(Dataset entries begins)

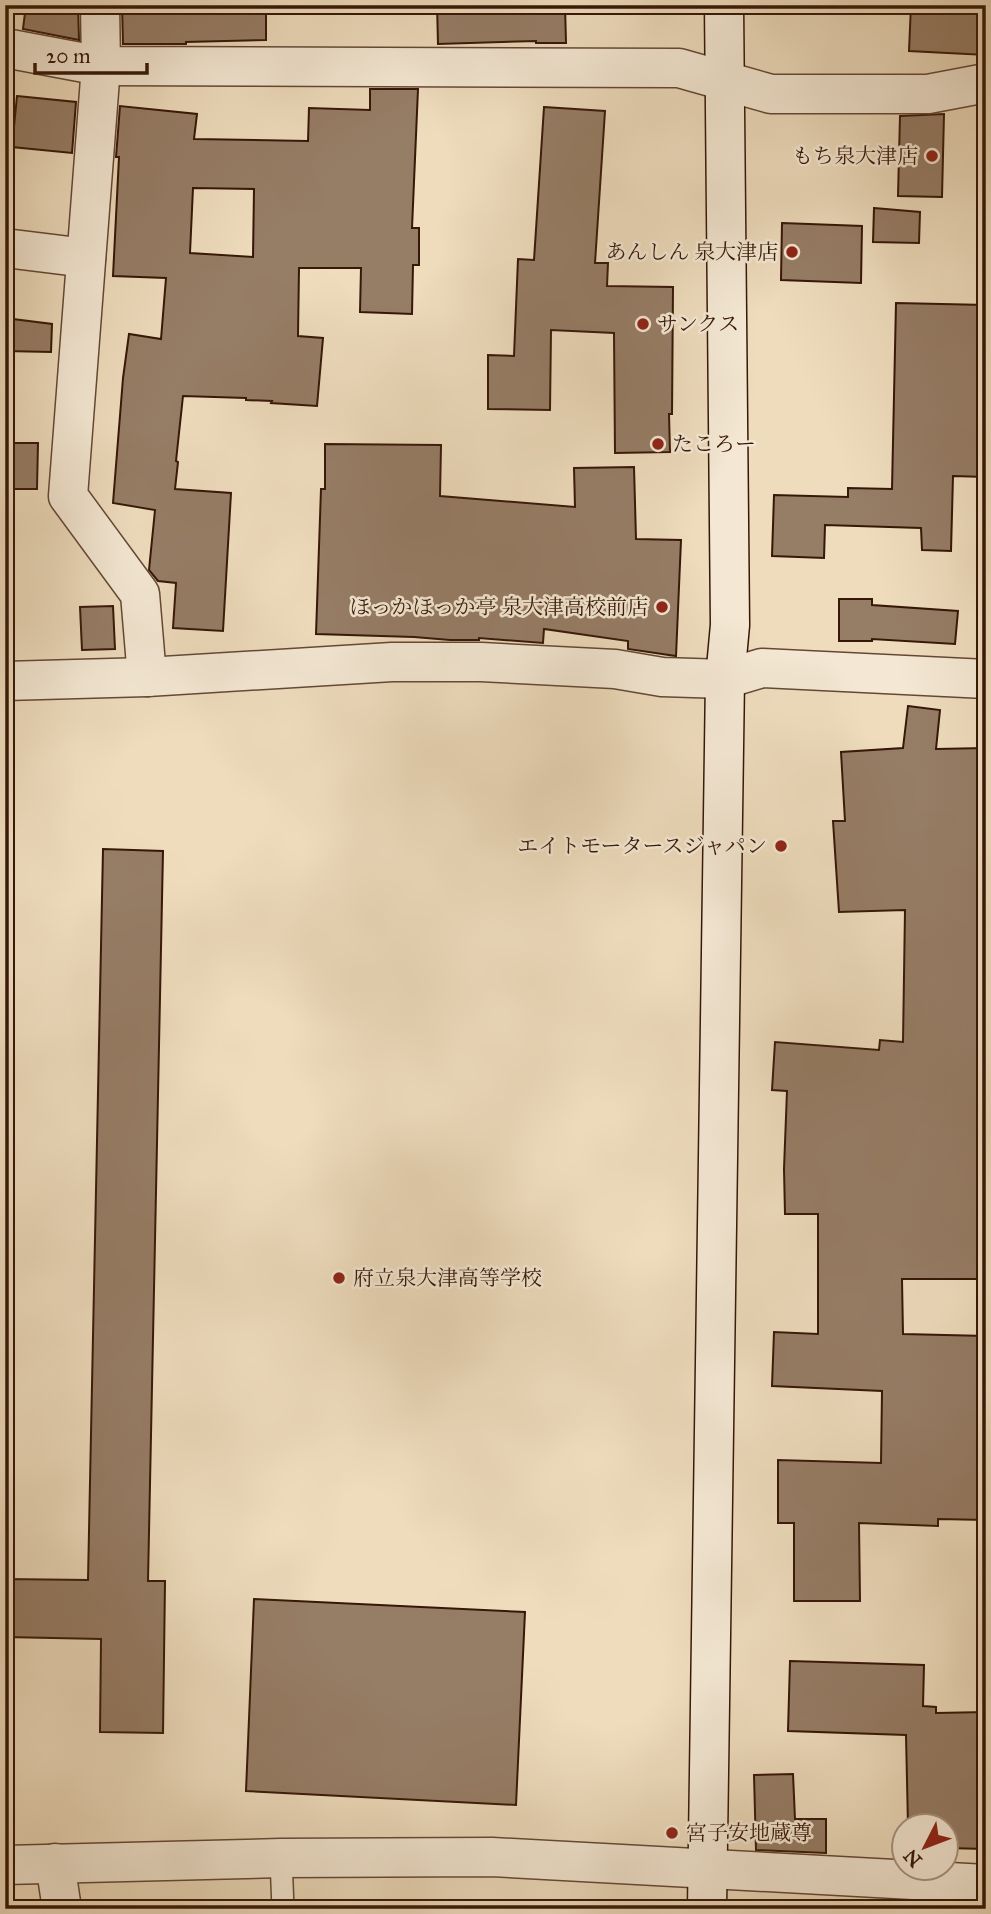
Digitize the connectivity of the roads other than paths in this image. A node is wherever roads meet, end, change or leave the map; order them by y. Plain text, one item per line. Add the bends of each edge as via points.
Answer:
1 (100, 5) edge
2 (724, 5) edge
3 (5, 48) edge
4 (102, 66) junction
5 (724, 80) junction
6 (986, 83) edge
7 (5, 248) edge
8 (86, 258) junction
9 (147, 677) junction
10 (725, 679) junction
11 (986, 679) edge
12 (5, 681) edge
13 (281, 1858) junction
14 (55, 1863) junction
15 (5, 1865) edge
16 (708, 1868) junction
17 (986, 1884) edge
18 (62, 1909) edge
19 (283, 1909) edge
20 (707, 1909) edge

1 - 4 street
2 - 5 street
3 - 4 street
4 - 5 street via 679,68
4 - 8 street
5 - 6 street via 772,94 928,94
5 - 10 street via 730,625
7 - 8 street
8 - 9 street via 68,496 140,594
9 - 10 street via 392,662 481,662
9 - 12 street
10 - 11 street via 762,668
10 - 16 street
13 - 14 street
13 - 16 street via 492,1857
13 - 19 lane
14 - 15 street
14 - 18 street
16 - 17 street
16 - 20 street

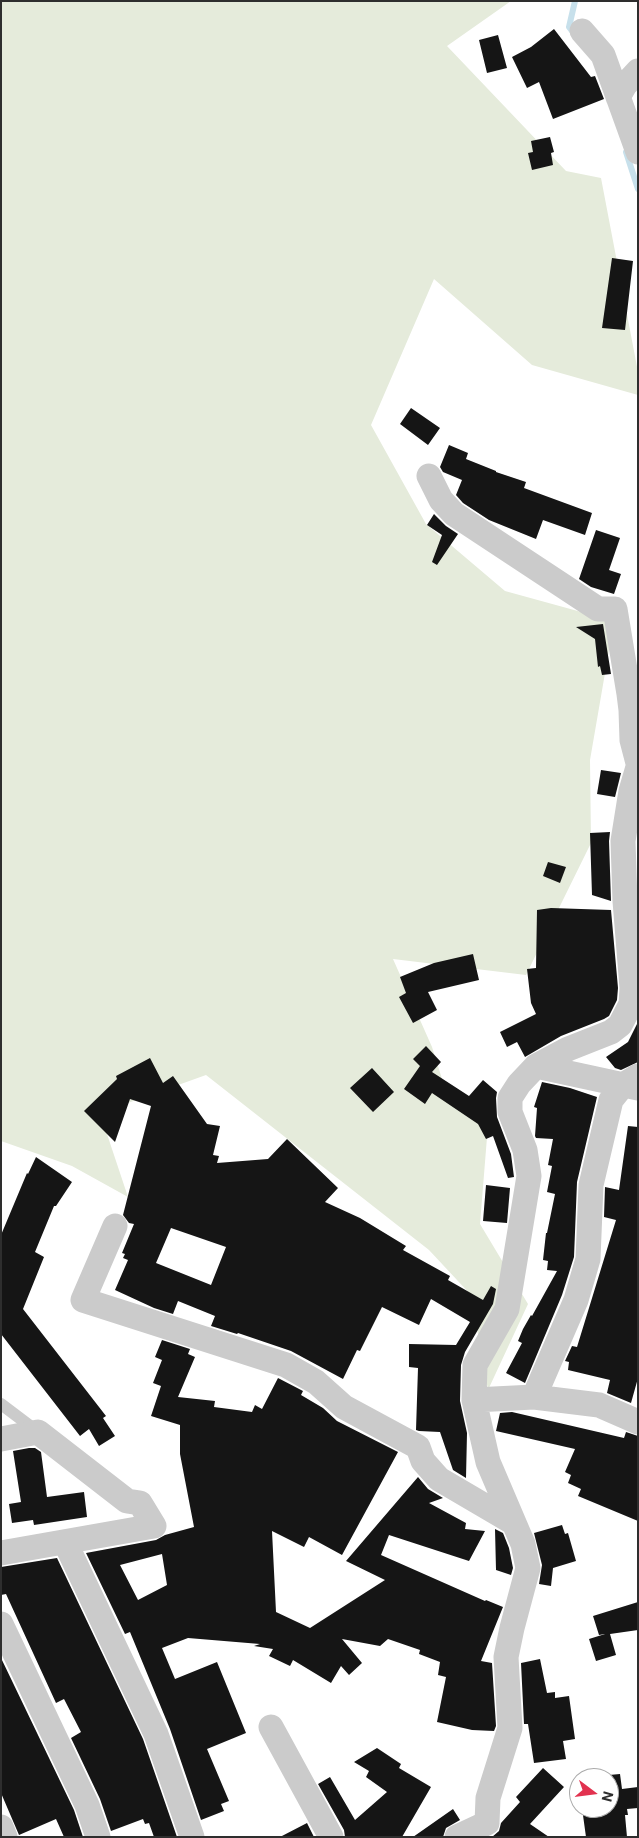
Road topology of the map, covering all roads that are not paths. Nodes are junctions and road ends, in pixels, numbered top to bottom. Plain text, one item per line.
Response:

(Dataset entries ends)

= Goal of the exercise =
Keep the pictures out of the copy and return the rest of the data above exactly.

= Solution to the problem =
Digitize the connectivity of the roads other than paths in this image. A node is wherever roads meet, end, change or leave the map; order them by y. Plain text, one item per line. Add the bends of each edge as via points.
Answer:
1 (100, 5) edge
2 (724, 5) edge
3 (5, 48) edge
4 (102, 66) junction
5 (724, 80) junction
6 (986, 83) edge
7 (5, 248) edge
8 (86, 258) junction
9 (147, 677) junction
10 (725, 679) junction
11 (986, 679) edge
12 (5, 681) edge
13 (281, 1858) junction
14 (55, 1863) junction
15 (5, 1865) edge
16 (708, 1868) junction
17 (986, 1884) edge
18 (62, 1909) edge
19 (283, 1909) edge
20 (707, 1909) edge

1 - 4 street
2 - 5 street
3 - 4 street
4 - 5 street via 679,68
4 - 8 street
5 - 6 street via 772,94 928,94
5 - 10 street via 730,625
7 - 8 street
8 - 9 street via 68,496 140,594
9 - 10 street via 392,662 481,662
9 - 12 street
10 - 11 street via 762,668
10 - 16 street
13 - 14 street
13 - 16 street via 492,1857
13 - 19 lane
14 - 15 street
14 - 18 street
16 - 17 street
16 - 20 street

Road topology of the map, covering all roads that are not paths. Nodes are junctions and road ends, in pixels, numbered top to bottom. Plain text, one item per line.
Response:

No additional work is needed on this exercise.